§ **BRIEF**: Locate each line with the string "paths" in the listing below and copy it.

§ **RECORDS FOR THIS EXERCISE**:

------------------------------------------------

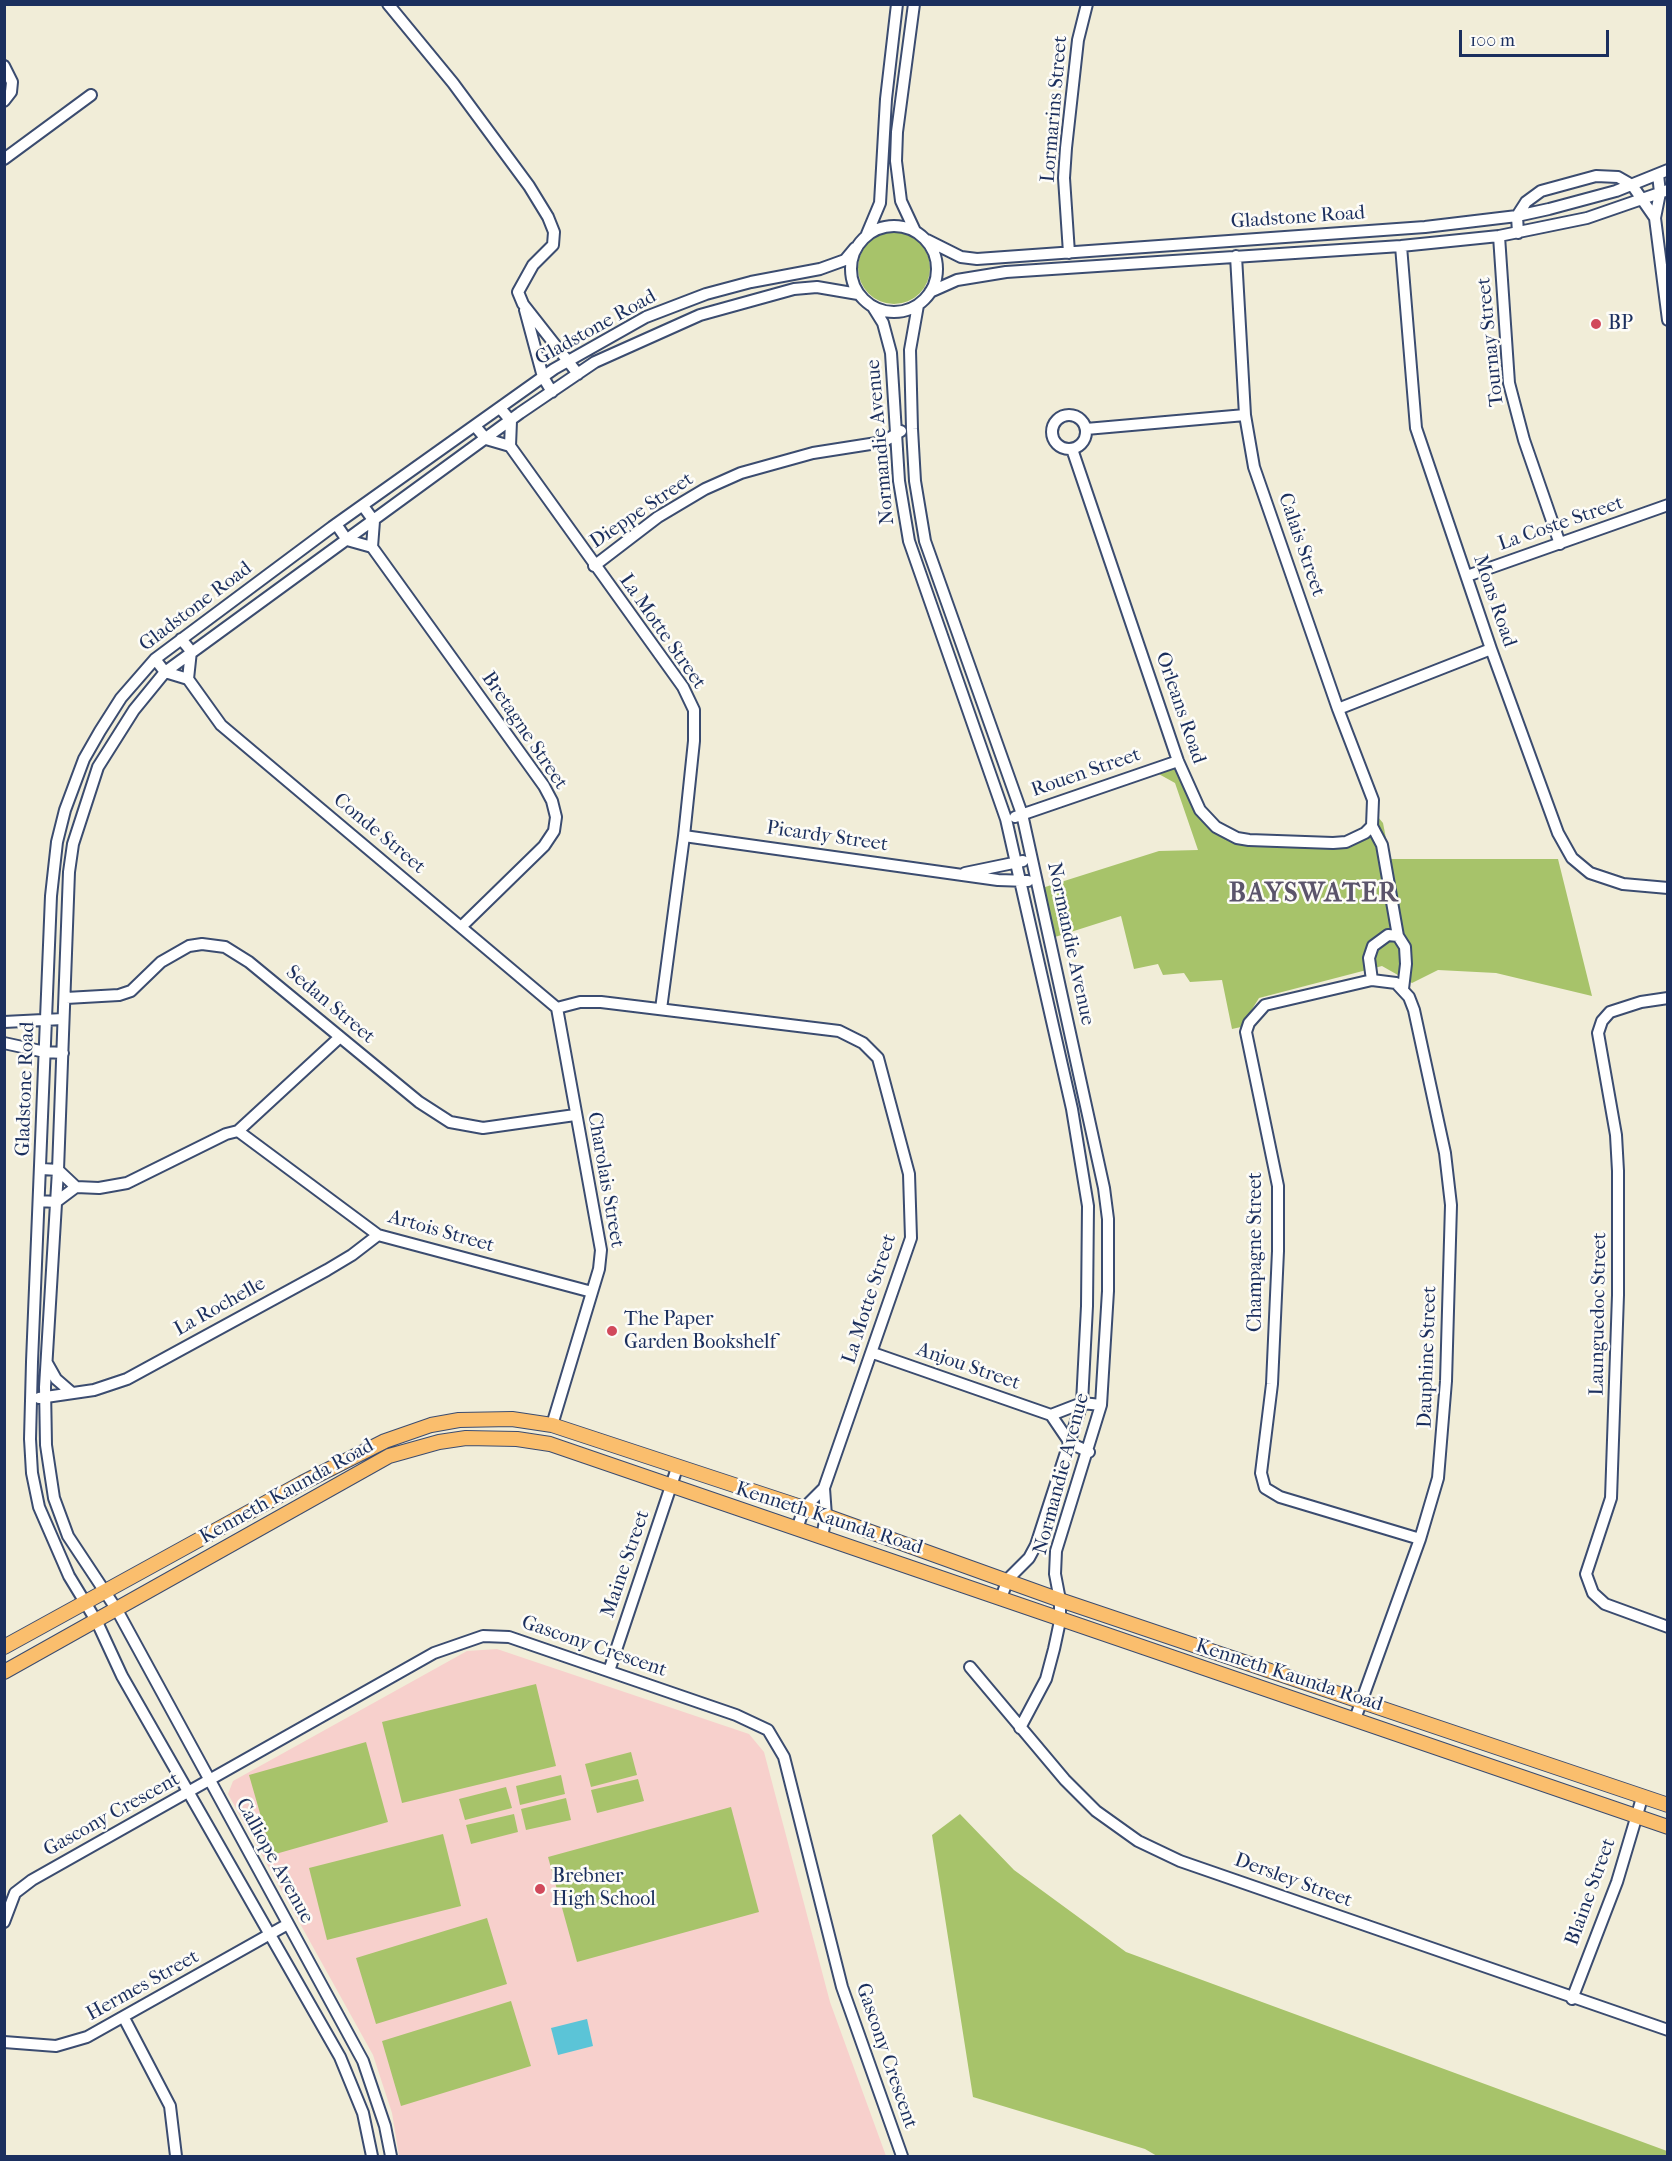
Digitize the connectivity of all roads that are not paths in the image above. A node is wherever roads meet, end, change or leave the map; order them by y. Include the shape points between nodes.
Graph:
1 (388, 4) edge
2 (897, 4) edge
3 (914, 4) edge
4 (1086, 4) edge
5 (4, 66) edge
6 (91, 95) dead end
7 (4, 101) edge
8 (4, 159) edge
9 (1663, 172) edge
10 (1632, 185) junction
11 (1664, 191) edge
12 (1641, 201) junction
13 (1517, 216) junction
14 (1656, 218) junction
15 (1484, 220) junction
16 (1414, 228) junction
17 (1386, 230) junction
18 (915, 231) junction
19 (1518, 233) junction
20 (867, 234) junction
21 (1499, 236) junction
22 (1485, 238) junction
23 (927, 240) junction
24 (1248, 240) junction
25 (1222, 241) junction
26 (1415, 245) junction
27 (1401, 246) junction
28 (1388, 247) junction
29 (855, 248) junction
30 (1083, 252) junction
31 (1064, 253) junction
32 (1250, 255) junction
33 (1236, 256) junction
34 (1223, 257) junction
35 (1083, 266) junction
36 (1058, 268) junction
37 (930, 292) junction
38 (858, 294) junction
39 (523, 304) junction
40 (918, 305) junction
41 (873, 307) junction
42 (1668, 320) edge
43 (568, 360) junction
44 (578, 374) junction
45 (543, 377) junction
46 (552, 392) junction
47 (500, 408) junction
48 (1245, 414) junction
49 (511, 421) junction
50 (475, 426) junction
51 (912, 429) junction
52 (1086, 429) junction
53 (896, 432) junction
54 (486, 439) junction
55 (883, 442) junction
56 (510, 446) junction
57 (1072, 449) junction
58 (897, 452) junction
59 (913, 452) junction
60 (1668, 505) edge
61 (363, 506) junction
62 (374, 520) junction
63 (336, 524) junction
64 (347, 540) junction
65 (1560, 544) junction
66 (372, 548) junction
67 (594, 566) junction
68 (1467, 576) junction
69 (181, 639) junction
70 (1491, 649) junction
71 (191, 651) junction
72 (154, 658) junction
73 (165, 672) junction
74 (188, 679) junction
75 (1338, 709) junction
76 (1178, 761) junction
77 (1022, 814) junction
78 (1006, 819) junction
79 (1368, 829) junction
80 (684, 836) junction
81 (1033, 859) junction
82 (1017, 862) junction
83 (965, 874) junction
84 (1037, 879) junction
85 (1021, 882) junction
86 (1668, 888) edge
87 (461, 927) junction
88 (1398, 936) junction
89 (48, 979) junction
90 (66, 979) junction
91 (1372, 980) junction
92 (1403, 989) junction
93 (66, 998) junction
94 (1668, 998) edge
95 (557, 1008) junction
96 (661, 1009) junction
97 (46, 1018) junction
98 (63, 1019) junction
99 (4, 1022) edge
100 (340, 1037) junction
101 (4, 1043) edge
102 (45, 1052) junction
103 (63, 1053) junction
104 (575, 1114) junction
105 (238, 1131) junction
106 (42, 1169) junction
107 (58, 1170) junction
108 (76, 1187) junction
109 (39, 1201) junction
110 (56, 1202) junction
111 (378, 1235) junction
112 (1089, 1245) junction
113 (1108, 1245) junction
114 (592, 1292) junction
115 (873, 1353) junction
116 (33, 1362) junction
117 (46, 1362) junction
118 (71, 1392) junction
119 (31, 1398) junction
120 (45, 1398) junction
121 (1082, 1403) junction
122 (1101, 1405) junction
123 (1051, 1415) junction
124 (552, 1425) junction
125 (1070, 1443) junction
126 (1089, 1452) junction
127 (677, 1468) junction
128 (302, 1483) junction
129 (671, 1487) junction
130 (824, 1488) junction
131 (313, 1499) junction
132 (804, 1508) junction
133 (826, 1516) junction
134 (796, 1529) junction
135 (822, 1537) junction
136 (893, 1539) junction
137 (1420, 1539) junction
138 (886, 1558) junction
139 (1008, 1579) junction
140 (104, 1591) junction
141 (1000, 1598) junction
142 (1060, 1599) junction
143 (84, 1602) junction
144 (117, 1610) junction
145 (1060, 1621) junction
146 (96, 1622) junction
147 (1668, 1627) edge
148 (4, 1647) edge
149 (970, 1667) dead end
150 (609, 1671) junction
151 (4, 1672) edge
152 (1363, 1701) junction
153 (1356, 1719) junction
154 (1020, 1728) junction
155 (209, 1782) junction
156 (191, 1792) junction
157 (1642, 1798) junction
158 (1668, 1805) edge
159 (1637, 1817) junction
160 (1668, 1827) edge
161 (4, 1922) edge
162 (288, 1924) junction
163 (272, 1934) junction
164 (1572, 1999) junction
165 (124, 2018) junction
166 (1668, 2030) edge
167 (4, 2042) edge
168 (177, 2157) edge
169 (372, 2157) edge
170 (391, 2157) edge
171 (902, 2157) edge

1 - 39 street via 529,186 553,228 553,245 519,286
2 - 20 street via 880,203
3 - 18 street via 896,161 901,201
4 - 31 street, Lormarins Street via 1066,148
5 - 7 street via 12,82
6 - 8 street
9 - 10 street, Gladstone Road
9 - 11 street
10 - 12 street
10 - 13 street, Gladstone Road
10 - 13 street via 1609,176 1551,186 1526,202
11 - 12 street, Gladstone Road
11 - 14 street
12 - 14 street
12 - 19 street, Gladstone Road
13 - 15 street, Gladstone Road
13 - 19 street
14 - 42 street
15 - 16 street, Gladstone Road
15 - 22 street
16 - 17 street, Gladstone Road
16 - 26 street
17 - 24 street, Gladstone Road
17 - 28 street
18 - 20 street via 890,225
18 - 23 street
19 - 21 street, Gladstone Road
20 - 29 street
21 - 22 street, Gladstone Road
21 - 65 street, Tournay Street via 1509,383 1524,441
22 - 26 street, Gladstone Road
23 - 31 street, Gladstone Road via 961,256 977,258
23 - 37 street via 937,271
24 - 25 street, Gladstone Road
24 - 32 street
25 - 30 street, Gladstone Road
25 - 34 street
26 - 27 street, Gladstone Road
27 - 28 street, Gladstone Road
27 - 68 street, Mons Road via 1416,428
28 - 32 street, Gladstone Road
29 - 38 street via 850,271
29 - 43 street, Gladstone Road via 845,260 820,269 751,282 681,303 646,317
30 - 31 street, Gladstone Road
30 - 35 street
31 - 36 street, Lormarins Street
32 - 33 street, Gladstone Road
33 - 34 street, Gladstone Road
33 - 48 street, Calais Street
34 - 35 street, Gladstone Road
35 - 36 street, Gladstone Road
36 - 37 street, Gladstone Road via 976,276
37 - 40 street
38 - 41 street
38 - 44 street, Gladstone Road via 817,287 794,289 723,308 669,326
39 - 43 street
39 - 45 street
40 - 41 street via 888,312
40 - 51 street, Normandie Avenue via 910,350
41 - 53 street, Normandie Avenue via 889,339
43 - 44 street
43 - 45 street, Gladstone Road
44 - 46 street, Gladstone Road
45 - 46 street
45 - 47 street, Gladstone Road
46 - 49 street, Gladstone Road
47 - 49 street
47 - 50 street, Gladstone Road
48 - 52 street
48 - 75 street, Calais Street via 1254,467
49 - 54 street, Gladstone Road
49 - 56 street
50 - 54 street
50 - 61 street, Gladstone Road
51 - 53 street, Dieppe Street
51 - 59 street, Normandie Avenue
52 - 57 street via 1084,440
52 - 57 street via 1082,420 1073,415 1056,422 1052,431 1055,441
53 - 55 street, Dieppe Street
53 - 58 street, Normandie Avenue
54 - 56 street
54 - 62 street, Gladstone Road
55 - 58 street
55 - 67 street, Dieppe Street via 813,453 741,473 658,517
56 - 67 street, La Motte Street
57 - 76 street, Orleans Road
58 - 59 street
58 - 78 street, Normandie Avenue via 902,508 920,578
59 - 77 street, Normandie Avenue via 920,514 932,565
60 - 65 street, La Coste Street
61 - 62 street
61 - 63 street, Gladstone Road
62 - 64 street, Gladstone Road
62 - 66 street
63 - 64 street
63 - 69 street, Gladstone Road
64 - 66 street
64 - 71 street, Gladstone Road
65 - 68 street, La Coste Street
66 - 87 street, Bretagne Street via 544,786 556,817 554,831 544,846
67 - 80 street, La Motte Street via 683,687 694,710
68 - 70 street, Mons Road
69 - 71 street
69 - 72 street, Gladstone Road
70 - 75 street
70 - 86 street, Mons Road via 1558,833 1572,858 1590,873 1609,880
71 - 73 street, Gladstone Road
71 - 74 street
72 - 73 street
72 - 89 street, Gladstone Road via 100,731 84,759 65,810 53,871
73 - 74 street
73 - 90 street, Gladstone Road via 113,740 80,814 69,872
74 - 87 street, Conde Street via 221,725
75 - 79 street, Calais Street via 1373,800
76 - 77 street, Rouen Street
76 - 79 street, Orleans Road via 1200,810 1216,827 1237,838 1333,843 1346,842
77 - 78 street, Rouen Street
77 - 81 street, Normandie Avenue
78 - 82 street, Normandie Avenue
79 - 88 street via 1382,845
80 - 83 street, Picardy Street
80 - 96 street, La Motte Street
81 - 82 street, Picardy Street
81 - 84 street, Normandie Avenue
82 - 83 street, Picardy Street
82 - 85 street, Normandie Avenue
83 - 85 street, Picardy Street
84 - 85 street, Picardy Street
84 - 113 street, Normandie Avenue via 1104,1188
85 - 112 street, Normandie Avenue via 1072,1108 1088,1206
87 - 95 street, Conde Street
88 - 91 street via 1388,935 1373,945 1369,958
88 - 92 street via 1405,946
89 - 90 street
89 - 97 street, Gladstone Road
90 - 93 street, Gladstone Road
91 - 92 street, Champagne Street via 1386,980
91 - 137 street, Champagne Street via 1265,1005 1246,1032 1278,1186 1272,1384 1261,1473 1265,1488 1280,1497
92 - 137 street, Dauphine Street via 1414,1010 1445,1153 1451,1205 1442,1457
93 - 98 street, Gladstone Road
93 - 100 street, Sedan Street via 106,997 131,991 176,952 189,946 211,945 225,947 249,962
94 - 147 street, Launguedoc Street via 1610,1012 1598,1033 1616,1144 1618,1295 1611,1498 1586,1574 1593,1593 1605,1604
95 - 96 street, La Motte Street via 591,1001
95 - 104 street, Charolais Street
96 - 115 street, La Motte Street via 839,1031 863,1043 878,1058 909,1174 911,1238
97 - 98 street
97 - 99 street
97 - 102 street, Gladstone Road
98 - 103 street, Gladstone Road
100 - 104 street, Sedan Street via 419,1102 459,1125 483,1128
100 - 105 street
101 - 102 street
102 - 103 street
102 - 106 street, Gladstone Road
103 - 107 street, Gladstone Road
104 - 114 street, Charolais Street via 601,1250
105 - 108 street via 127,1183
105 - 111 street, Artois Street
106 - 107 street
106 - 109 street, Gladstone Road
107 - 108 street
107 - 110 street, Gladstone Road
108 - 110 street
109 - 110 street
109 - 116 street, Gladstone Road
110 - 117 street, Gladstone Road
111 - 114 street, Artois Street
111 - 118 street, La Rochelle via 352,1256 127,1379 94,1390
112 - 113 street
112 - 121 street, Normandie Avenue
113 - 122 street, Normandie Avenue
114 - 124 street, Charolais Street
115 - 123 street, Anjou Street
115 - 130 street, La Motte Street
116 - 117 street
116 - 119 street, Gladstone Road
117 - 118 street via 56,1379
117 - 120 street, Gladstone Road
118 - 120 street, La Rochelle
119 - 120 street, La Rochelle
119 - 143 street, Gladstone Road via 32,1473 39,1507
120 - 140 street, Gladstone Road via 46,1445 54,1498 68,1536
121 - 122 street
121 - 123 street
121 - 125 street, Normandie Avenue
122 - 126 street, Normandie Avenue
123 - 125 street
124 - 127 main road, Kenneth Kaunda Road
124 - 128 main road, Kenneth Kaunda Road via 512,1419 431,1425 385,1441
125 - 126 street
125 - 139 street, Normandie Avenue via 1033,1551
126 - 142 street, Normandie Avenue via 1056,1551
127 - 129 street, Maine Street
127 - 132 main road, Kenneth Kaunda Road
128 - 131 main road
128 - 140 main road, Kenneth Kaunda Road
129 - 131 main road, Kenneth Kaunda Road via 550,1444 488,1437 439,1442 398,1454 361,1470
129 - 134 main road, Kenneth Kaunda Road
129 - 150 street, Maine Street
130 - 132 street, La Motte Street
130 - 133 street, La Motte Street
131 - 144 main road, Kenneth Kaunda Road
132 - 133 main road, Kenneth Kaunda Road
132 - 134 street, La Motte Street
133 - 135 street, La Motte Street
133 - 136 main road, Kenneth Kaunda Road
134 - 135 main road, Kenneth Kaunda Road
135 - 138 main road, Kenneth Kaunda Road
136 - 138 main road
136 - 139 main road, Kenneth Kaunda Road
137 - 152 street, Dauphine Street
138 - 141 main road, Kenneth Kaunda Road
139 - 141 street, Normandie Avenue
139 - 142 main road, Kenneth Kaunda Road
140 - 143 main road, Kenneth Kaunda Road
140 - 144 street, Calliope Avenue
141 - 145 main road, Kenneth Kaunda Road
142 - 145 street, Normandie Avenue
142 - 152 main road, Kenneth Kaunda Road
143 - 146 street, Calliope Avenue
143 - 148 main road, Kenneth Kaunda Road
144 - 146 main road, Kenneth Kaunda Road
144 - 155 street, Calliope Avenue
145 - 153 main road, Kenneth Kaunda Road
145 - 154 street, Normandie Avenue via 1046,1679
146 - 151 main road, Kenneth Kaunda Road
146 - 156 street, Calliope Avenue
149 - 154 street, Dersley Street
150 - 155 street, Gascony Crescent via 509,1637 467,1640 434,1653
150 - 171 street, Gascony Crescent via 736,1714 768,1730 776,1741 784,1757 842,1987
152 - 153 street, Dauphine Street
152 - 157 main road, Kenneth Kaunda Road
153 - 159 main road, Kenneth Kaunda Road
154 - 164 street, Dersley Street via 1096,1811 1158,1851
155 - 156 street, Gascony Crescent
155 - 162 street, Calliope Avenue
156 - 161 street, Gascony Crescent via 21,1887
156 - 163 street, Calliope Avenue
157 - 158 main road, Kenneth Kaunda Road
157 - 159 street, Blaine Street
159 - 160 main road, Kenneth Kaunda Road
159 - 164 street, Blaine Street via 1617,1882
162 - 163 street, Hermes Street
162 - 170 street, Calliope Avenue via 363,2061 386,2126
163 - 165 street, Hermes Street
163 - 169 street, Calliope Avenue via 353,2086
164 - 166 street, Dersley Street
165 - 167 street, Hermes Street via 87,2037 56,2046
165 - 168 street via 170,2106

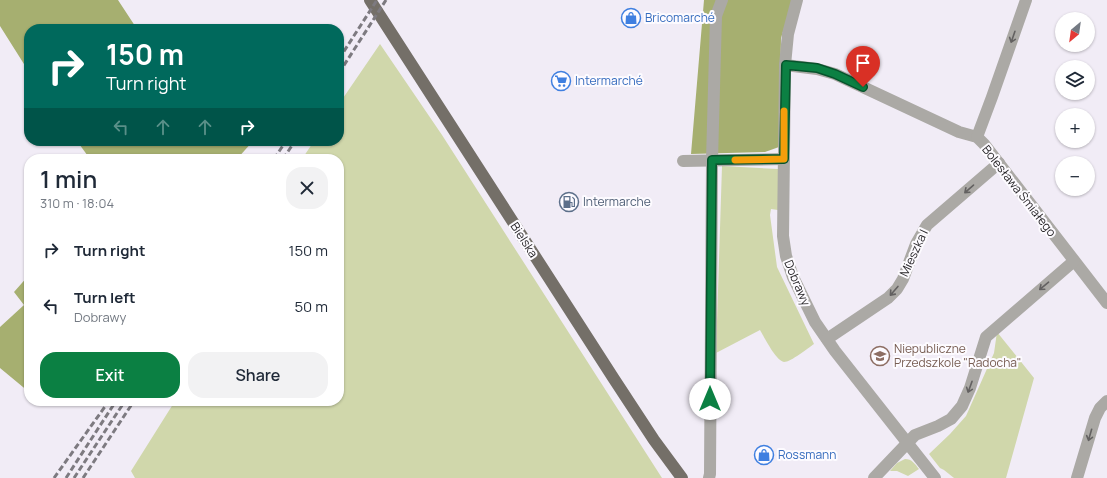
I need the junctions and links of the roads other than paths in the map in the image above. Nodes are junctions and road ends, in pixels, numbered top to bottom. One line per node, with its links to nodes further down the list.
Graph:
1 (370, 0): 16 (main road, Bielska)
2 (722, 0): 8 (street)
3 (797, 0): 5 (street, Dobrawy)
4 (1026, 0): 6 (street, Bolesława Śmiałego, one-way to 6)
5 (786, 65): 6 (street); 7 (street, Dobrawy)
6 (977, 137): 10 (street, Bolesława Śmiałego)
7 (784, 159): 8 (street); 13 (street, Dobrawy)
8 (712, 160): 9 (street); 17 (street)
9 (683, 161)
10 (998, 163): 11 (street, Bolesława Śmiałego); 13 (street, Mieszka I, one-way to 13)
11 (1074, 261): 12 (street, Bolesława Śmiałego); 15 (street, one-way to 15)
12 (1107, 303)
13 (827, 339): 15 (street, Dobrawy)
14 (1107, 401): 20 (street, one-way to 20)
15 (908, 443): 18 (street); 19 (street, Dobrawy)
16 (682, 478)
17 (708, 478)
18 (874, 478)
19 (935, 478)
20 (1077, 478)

------------------------------------------------

§ **COMPLETED EXERCISE**:
Digitize the connectivity of all roads that are not paths in the image above. A node is wherever roads meet, end, change or leave the map; order them by y. Include the shape points between nodes.
I need the junctions and links of the roads other than paths in the map in the image above. Nodes are junctions and road ends, in pixels, numbered top to bottom. One line per node, with its links to nodes further down the list.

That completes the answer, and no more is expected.